Abstract. A great variety of interactions between senses, and between motor
production and senses, have been reported in previous research. In the present
study, we tested whether the mechanics of a plucked string affected how the
sound it produced was perceived. To test this hypothesis, we simulated the feel
of a plucked string using a high fidelity haptic force-feedback device and simultaneously simulated its acoustic emission. This way, we could independently
manipulate the two sensory inputs — how it felt and how it sounded — together
with physical correct haptic interaction and with accurate synchronization. This
arrangement makes it very plausible that the two sensory inputs came from a
common source. We used a two-interval forced-choice discrimination procedure to determine the point of subjective equality of the loudness between a stiff
and a soft plucked string. When the stiffness of the string was low, the sound
was perceived to be softer. Interestingly, this effect was found only when the
first string was less stiff than the second string plucked during a comparison.

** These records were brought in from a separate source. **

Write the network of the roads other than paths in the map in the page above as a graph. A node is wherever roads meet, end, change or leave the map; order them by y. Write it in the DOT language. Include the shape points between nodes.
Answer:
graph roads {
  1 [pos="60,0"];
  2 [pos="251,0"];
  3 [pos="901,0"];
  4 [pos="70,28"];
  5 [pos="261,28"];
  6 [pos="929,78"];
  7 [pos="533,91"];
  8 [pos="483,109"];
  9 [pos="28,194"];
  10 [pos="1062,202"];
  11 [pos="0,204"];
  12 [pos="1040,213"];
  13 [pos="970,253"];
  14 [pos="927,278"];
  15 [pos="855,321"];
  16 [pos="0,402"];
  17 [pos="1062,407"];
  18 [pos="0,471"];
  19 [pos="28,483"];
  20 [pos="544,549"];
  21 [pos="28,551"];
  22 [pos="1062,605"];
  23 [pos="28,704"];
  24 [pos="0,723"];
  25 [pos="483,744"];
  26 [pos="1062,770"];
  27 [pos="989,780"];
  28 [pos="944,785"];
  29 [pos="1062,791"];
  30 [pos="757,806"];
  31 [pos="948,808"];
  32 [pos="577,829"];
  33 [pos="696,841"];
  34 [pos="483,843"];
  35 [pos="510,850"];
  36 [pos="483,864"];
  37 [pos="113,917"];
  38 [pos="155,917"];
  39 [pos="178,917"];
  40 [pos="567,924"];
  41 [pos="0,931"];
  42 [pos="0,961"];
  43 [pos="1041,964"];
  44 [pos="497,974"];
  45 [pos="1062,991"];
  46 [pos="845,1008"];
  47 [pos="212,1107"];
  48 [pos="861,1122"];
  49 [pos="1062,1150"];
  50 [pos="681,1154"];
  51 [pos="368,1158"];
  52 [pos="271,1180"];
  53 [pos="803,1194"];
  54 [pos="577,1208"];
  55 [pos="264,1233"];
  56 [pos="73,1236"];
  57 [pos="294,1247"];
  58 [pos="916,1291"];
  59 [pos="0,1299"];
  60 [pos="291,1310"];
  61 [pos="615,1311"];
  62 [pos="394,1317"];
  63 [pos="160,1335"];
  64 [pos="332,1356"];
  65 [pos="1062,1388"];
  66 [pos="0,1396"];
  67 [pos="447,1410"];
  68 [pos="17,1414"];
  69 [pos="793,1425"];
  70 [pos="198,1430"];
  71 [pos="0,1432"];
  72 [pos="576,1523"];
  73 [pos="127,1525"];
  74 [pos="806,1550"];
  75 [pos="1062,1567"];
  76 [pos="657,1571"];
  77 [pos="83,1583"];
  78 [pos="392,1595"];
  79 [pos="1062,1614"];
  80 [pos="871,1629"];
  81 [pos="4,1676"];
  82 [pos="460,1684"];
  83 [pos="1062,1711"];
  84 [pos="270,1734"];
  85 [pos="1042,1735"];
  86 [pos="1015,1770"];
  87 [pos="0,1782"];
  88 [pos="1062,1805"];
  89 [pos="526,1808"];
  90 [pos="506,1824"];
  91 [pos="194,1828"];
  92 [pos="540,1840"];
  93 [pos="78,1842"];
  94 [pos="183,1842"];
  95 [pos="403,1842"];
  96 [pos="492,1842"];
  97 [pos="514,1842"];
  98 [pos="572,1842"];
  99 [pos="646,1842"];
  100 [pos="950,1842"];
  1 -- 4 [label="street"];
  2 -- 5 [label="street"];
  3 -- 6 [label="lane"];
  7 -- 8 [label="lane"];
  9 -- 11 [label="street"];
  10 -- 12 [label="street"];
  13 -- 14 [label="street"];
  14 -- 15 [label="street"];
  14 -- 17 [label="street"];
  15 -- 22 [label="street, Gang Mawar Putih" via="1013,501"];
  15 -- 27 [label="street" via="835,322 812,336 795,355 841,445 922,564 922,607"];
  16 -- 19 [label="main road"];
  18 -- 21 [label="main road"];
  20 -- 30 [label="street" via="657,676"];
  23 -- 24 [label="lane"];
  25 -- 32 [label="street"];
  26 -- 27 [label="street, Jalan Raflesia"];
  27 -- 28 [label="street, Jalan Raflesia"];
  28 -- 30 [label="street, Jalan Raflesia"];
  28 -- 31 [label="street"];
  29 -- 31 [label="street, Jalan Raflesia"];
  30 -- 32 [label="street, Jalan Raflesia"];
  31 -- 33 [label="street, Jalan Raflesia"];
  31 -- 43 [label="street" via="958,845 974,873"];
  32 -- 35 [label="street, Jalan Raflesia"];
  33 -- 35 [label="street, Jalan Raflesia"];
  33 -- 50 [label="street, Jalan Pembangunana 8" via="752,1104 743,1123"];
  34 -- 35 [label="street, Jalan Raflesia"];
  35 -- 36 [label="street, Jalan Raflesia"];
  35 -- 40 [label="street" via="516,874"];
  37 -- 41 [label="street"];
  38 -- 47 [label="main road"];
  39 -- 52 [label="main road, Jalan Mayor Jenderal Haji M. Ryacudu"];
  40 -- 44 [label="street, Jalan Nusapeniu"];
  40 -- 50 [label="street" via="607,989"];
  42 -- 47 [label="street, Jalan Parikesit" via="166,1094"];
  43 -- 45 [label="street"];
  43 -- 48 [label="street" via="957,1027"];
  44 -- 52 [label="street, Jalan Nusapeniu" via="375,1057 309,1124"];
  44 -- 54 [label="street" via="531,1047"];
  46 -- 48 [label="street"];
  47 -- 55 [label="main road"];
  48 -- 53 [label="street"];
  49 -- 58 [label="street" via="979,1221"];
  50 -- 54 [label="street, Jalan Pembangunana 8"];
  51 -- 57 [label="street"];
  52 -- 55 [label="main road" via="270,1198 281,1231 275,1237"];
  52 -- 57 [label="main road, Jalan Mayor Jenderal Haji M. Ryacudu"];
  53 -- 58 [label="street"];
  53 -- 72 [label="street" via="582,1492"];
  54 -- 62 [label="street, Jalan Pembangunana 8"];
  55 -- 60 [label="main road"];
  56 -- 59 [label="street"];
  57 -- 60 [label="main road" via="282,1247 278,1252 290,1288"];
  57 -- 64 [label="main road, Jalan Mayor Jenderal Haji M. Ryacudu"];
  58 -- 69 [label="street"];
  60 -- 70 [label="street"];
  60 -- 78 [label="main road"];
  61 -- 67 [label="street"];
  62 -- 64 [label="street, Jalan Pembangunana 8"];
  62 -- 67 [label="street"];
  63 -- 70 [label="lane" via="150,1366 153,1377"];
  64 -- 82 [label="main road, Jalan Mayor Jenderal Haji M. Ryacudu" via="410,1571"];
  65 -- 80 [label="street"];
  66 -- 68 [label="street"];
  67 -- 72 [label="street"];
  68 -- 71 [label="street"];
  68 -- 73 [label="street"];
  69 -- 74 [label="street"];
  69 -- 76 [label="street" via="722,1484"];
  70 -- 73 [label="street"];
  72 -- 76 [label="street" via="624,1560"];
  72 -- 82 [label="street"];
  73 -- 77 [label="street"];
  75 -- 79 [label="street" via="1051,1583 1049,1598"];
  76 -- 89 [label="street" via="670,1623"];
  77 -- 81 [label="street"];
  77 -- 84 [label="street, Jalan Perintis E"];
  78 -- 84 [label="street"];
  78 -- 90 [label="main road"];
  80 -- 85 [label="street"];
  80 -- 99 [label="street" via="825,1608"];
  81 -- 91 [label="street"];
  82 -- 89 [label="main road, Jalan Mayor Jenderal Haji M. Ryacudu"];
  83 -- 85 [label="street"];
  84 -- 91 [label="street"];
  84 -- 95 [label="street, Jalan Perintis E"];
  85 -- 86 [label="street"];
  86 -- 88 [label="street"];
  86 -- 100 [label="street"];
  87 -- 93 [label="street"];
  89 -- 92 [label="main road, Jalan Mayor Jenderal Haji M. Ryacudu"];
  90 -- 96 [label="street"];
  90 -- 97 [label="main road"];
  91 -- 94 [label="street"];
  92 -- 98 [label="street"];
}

The results are consistent with the inverse effectiveness principle of multisensory integration.
Keywords: loudness perception, haptic stiffness, auditory-tactile integration.
1
Introduction
Playing a musical instrument is a sensorimotor task. During this activity, it is expected that numerous interactions take place between the sensory channels, touch,
vision, audition, and motor control. Several studies explored the impact of the auditory feedback on haptic perception during musical performance and how performance
can be affected by haptic feedback from the instrument [1-3]. Most of these studies
focused on timing and motor performance [4-5], rather than on how the produced
sound is perceived by the player. Other studies found that touch was affected by audition [6-8], although not necessarily in a musical context. Very few studies
investigated the effect of touch on auditory perception, despite the fact that the haptic
feedback provided by the instrument is always present when playing an instrument.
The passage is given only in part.